- _Exercise description_
Copy out each line below verbatim, skipping any picture.

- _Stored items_
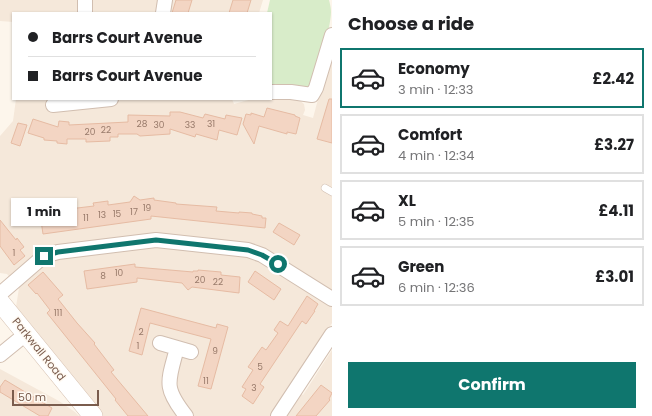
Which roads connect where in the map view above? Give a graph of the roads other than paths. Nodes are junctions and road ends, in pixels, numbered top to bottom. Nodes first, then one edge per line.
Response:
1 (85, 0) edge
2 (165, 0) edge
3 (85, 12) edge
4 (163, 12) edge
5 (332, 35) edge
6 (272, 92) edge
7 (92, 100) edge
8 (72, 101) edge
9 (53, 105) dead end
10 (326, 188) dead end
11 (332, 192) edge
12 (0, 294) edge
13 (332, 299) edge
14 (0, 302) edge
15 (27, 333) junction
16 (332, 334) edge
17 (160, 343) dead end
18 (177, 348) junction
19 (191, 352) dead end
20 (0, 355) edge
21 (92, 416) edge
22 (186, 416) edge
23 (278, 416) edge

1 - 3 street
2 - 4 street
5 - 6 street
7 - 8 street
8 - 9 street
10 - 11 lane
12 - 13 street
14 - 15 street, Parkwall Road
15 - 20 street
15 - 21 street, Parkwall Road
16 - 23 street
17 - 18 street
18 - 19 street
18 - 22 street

- _Output for this exercise_
Which roads connect where in the map view above? Give a graph of the roads other than paths. Nodes are junctions and road ends, in pixels, numbered top to bottom. Nodes first, then one edge per line.
Response:
1 (85, 0) edge
2 (165, 0) edge
3 (85, 12) edge
4 (163, 12) edge
5 (332, 35) edge
6 (272, 92) edge
7 (92, 100) edge
8 (72, 101) edge
9 (53, 105) dead end
10 (326, 188) dead end
11 (332, 192) edge
12 (0, 294) edge
13 (332, 299) edge
14 (0, 302) edge
15 (27, 333) junction
16 (332, 334) edge
17 (160, 343) dead end
18 (177, 348) junction
19 (191, 352) dead end
20 (0, 355) edge
21 (92, 416) edge
22 (186, 416) edge
23 (278, 416) edge

1 - 3 street
2 - 4 street
5 - 6 street
7 - 8 street
8 - 9 street
10 - 11 lane
12 - 13 street
14 - 15 street, Parkwall Road
15 - 20 street
15 - 21 street, Parkwall Road
16 - 23 street
17 - 18 street
18 - 19 street
18 - 22 street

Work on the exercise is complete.